Results: FM-only and FM + IBS patients reported similar levels of pain, fatigue, and functional impact. GI symptoms were mild in FM-only patients but moderate in IBS-only and FM + IBS groups, with large effect sizes for psychological distress, mental health, and IBS severity. While FM + IBS participants showed slightly higher FM-related symptom scores, differences were not statistically significant. Somatization and diagnostic group independently predicted IBS severity, together explaining 50% of the variance.

Conclusion: These findings demonstrate a progressive increase in somatization and a parallel decline in QoL across the spectrum from IBS-only to FM-only to FM + IBS, supporting the concept of functional somatic syndromes as a continuum. Incorporating routine assessment of somatization and QoL impairment may help identify patients at higher risk of treatment resistance and facilitate timely, integrated biopsychosocial strategies, including cognitive-behavioral and neuromodulatory interventions.

Open access
 
None of this makes any sense and it's completely circular reasoning. Everything they claim is far better explained by the impact of the illness, with the obvious fact that removing the symptoms would make the "somatization" completely disappear, no matter how much mathemagics they want to throw at it. They take pure correlates and argue prediction, something that should never pass peer review and would in fact fail most intro classes.

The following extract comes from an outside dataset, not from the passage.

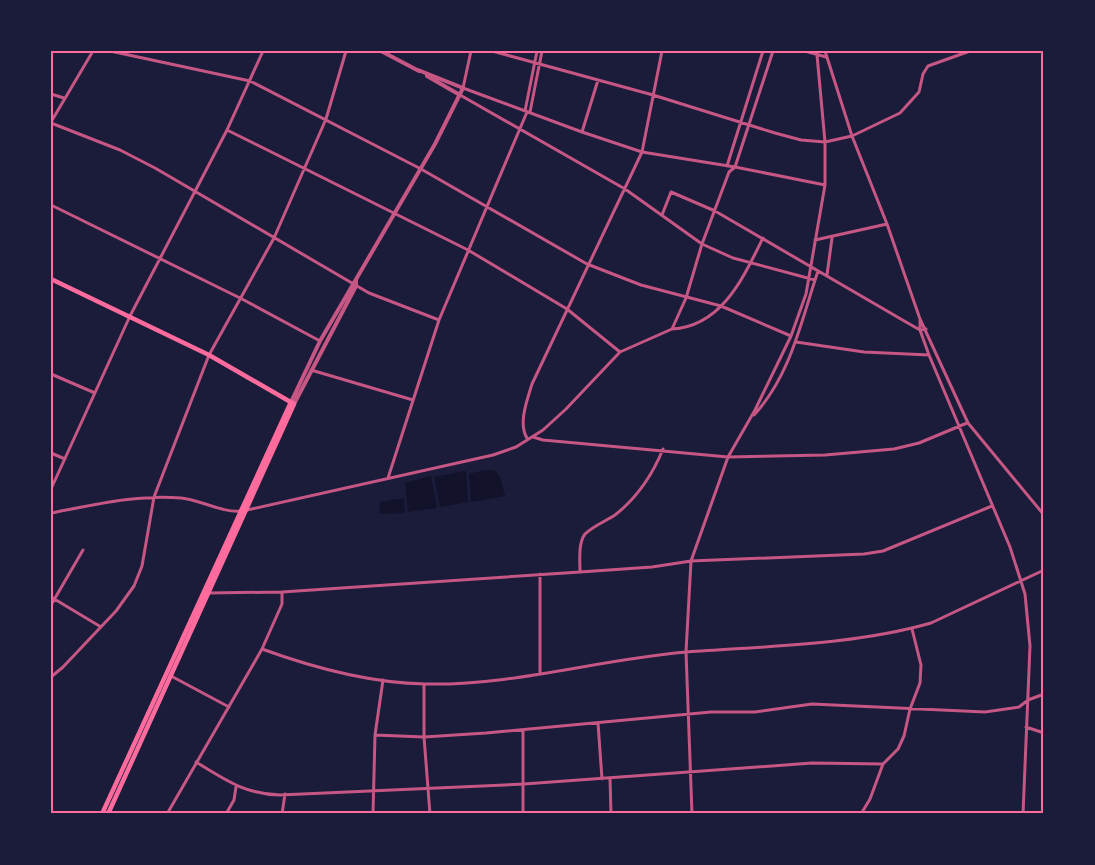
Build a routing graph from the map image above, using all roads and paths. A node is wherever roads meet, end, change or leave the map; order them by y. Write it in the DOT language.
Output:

But of course this is simply marketing for this:
Incorporating routine assessment of somatization and QoL impairment may help identify patients at higher risk of treatment resistance and facilitate timely, integrated biopsychosocial strategies, including cognitive-behavioral and neuromodulatory interventions.
Homeopaths always find that homeopathic treatments are needed. Psychosomatizers always find that psychosomatic treatments are needed. Members of any cult will always find that their cult system is needed. Completely unserious in all cases.
Somatization and diagnostic group independently predicted IBS severity, together explaining 50% of the variance.
And playing with imaginary numbers, not mathematically imaginary but in the sense of being purely imagined and having nothing to do with reality or any real-life applications.
 
I seem to have said a million times this year. Studies based on getting sick people to fill in a pile of unsatisfactory and often inappropraite questionnaires should not be considered scientific reseach worthy of publication. And should never be used to draw conclusions that accuse sick people of made up concepts like somatisation.

Seriously, was a patient every helped by this nonsense?
 
Fibromyalgia (FM) and irritable bowel syndrome (IBS) are increasingly recognized as disorders involving central sensory processing and gut–brain axis dysregulation,

Recognised by whom?

Mostly by people who claim these conditions involve central sensory processing and gut-brain dysregulation, and build careers on that claim.

Somatization and diagnostic group independently predicted IBS severity, together explaining 50% of the variance.

That is not what explain means in any practical causal sense. It is superficial correlations based on problematic diagnostic categories, one of which (IBS) is a descriptive place marker at best, and the other (somatisation) which is stuffed full of arbitrary casual attributions.